WHAT THE EXERCISE ASKS: Where the word "above" occurs in a line of the data, return the whole line.

DATA TO PROCESS:
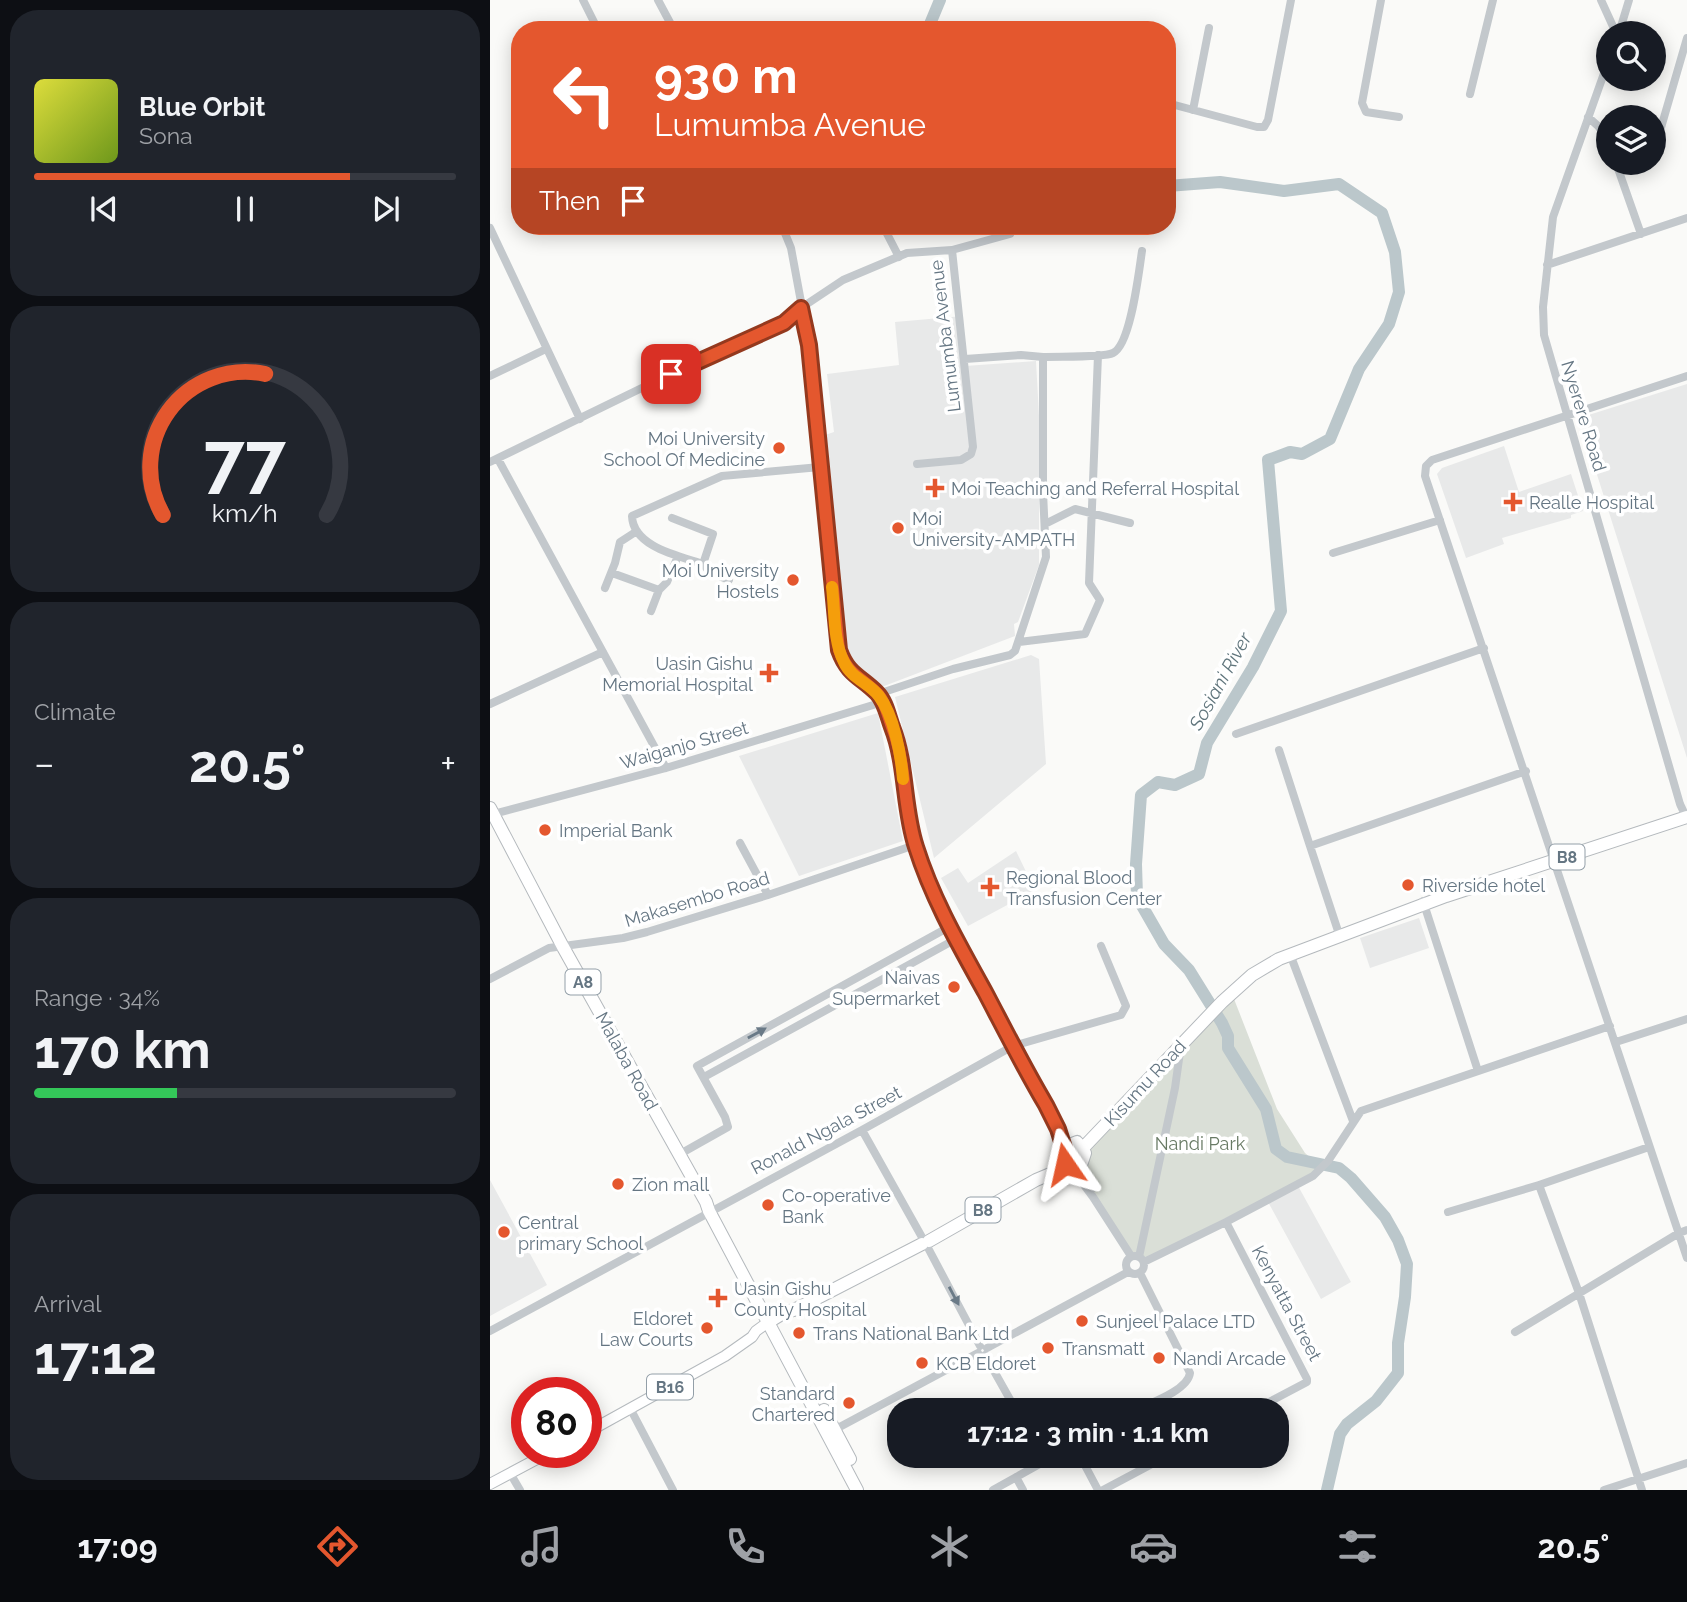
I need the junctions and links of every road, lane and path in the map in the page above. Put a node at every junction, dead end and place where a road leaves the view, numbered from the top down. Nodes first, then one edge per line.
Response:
* * *
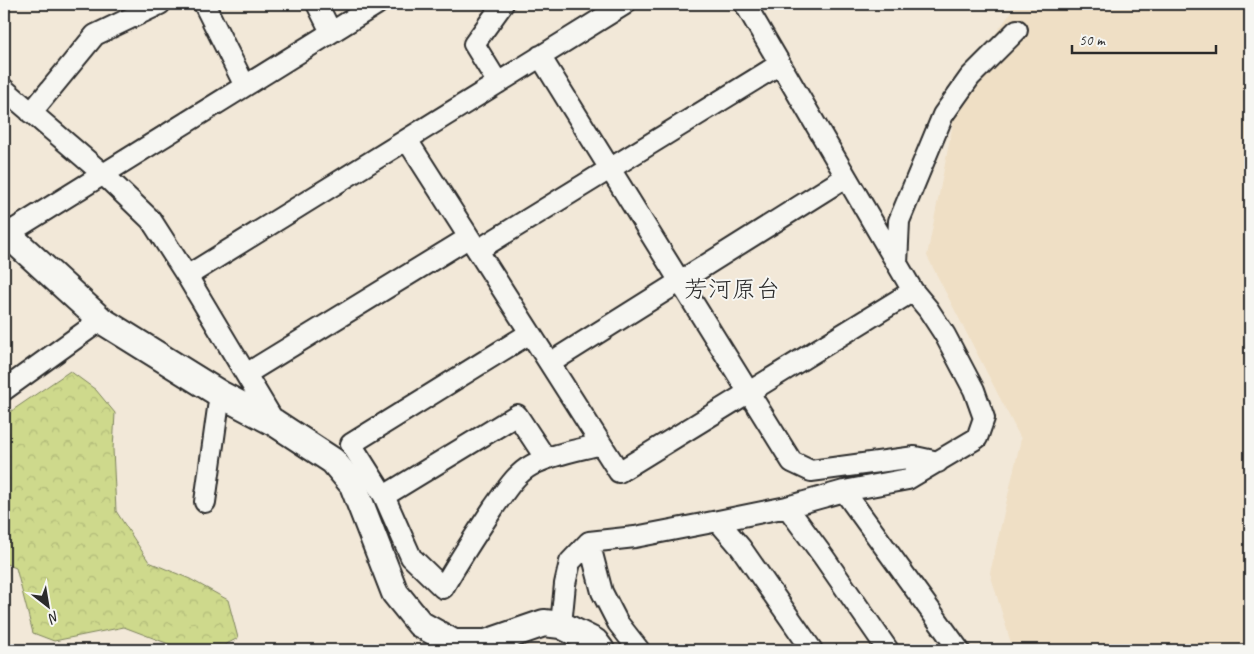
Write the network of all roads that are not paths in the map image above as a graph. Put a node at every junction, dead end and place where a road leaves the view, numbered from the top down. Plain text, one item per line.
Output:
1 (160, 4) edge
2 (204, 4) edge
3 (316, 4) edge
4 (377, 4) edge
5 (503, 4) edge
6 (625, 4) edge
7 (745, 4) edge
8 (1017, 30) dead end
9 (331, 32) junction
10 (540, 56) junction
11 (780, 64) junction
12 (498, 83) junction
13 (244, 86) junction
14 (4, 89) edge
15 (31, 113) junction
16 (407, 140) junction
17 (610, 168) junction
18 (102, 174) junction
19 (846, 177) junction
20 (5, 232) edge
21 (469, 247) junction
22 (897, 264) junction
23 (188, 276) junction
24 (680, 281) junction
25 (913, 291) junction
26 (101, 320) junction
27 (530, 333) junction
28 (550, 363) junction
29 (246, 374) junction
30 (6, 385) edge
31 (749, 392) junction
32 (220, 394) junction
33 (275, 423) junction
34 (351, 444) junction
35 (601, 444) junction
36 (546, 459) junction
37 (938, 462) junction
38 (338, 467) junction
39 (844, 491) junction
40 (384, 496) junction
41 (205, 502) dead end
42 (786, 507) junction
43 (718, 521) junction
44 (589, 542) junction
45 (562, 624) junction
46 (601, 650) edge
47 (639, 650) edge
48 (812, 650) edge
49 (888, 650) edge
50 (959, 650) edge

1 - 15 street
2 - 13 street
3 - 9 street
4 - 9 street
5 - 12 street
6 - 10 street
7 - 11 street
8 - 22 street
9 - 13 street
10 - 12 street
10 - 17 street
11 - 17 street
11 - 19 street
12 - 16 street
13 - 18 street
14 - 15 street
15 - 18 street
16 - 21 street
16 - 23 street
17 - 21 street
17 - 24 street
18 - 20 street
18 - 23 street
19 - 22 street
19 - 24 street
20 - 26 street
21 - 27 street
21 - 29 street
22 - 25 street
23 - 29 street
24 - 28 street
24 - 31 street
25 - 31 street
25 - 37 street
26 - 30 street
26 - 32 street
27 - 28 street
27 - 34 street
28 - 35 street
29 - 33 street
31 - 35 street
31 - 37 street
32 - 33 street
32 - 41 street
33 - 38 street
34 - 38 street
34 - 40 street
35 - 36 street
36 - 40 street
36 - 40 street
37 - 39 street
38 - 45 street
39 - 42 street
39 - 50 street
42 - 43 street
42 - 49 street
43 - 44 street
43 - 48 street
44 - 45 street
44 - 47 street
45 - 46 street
---
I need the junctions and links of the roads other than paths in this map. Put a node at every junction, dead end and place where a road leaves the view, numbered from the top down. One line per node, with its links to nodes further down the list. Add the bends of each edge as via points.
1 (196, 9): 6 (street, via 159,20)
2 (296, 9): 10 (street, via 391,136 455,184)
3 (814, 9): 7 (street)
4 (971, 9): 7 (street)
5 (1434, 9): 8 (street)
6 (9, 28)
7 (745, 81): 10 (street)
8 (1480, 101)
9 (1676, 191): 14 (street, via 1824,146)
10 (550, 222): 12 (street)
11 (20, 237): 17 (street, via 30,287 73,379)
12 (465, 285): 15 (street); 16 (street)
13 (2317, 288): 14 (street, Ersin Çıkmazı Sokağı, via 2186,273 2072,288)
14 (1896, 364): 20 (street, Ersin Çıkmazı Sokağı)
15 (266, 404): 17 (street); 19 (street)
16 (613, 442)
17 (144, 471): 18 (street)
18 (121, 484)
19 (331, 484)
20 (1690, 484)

WRITTEN SOLUTION:
I need the junctions and links of every road, lane and path in the map in the page above. Put a node at every junction, dead end and place where a road leaves the view, numbered from the top down. Nodes first, then one edge per line.
Write the network of all roads that are not paths in the map image above as a graph. Put a node at every junction, dead end and place where a road leaves the view, numbered from the top down. Plain text, one item per line.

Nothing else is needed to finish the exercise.